[Stored dataset items]
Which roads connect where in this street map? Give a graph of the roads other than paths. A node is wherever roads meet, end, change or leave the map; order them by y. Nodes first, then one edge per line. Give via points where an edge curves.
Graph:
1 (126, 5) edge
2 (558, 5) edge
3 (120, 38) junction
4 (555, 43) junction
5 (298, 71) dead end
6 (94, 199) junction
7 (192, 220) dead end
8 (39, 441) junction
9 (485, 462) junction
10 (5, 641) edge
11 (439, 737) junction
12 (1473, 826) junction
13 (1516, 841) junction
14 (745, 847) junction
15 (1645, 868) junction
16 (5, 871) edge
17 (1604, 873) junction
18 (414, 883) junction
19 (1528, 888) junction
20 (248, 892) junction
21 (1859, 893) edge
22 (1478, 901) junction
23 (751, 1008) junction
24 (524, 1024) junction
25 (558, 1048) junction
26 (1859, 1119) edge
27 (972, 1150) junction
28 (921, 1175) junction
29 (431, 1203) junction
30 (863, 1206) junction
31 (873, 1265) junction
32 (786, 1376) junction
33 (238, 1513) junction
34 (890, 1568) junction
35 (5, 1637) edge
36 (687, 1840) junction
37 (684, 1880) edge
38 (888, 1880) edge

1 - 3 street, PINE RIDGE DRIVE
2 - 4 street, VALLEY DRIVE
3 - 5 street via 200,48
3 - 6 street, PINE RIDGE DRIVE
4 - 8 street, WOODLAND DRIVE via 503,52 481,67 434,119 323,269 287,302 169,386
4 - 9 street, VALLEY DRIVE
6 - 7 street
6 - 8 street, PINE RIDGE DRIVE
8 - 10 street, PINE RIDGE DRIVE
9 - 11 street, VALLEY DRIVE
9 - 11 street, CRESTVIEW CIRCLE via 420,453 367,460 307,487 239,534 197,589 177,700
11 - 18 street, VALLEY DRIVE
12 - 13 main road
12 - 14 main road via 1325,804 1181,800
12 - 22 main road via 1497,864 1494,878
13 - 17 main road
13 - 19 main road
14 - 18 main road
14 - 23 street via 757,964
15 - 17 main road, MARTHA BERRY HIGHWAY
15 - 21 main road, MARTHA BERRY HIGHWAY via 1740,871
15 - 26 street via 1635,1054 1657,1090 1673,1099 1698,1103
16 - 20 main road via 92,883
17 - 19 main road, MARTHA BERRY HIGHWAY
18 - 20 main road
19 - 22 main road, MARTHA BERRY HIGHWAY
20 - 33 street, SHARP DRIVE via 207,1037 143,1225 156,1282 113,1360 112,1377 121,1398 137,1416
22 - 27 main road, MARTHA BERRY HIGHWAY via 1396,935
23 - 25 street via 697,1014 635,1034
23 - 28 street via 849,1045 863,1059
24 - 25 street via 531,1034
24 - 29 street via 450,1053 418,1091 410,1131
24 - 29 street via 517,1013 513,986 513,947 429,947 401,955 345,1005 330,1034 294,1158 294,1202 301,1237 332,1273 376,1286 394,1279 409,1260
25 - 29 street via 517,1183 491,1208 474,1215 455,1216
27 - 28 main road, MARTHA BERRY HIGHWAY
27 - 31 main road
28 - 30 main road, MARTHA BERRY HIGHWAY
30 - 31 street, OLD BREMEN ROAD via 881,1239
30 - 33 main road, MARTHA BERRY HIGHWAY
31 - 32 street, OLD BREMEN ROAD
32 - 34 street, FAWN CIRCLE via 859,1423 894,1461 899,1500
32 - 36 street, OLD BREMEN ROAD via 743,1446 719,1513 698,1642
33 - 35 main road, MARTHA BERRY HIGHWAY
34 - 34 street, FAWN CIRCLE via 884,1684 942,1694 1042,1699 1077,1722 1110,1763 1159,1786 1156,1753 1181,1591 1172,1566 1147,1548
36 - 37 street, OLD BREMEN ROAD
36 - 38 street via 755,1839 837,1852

• [Work to complete] Exactly as given, please retype all the entries.

• [Output for this task]
Which roads connect where in this street map? Give a graph of the roads other than paths. A node is wherever roads meet, end, change or leave the map; order them by y. Nodes first, then one edge per line. Give via points where an edge curves.
Graph:
1 (126, 5) edge
2 (558, 5) edge
3 (120, 38) junction
4 (555, 43) junction
5 (298, 71) dead end
6 (94, 199) junction
7 (192, 220) dead end
8 (39, 441) junction
9 (485, 462) junction
10 (5, 641) edge
11 (439, 737) junction
12 (1473, 826) junction
13 (1516, 841) junction
14 (745, 847) junction
15 (1645, 868) junction
16 (5, 871) edge
17 (1604, 873) junction
18 (414, 883) junction
19 (1528, 888) junction
20 (248, 892) junction
21 (1859, 893) edge
22 (1478, 901) junction
23 (751, 1008) junction
24 (524, 1024) junction
25 (558, 1048) junction
26 (1859, 1119) edge
27 (972, 1150) junction
28 (921, 1175) junction
29 (431, 1203) junction
30 (863, 1206) junction
31 (873, 1265) junction
32 (786, 1376) junction
33 (238, 1513) junction
34 (890, 1568) junction
35 (5, 1637) edge
36 (687, 1840) junction
37 (684, 1880) edge
38 (888, 1880) edge

1 - 3 street, PINE RIDGE DRIVE
2 - 4 street, VALLEY DRIVE
3 - 5 street via 200,48
3 - 6 street, PINE RIDGE DRIVE
4 - 8 street, WOODLAND DRIVE via 503,52 481,67 434,119 323,269 287,302 169,386
4 - 9 street, VALLEY DRIVE
6 - 7 street
6 - 8 street, PINE RIDGE DRIVE
8 - 10 street, PINE RIDGE DRIVE
9 - 11 street, VALLEY DRIVE
9 - 11 street, CRESTVIEW CIRCLE via 420,453 367,460 307,487 239,534 197,589 177,700
11 - 18 street, VALLEY DRIVE
12 - 13 main road
12 - 14 main road via 1325,804 1181,800
12 - 22 main road via 1497,864 1494,878
13 - 17 main road
13 - 19 main road
14 - 18 main road
14 - 23 street via 757,964
15 - 17 main road, MARTHA BERRY HIGHWAY
15 - 21 main road, MARTHA BERRY HIGHWAY via 1740,871
15 - 26 street via 1635,1054 1657,1090 1673,1099 1698,1103
16 - 20 main road via 92,883
17 - 19 main road, MARTHA BERRY HIGHWAY
18 - 20 main road
19 - 22 main road, MARTHA BERRY HIGHWAY
20 - 33 street, SHARP DRIVE via 207,1037 143,1225 156,1282 113,1360 112,1377 121,1398 137,1416
22 - 27 main road, MARTHA BERRY HIGHWAY via 1396,935
23 - 25 street via 697,1014 635,1034
23 - 28 street via 849,1045 863,1059
24 - 25 street via 531,1034
24 - 29 street via 450,1053 418,1091 410,1131
24 - 29 street via 517,1013 513,986 513,947 429,947 401,955 345,1005 330,1034 294,1158 294,1202 301,1237 332,1273 376,1286 394,1279 409,1260
25 - 29 street via 517,1183 491,1208 474,1215 455,1216
27 - 28 main road, MARTHA BERRY HIGHWAY
27 - 31 main road
28 - 30 main road, MARTHA BERRY HIGHWAY
30 - 31 street, OLD BREMEN ROAD via 881,1239
30 - 33 main road, MARTHA BERRY HIGHWAY
31 - 32 street, OLD BREMEN ROAD
32 - 34 street, FAWN CIRCLE via 859,1423 894,1461 899,1500
32 - 36 street, OLD BREMEN ROAD via 743,1446 719,1513 698,1642
33 - 35 main road, MARTHA BERRY HIGHWAY
34 - 34 street, FAWN CIRCLE via 884,1684 942,1694 1042,1699 1077,1722 1110,1763 1159,1786 1156,1753 1181,1591 1172,1566 1147,1548
36 - 37 street, OLD BREMEN ROAD
36 - 38 street via 755,1839 837,1852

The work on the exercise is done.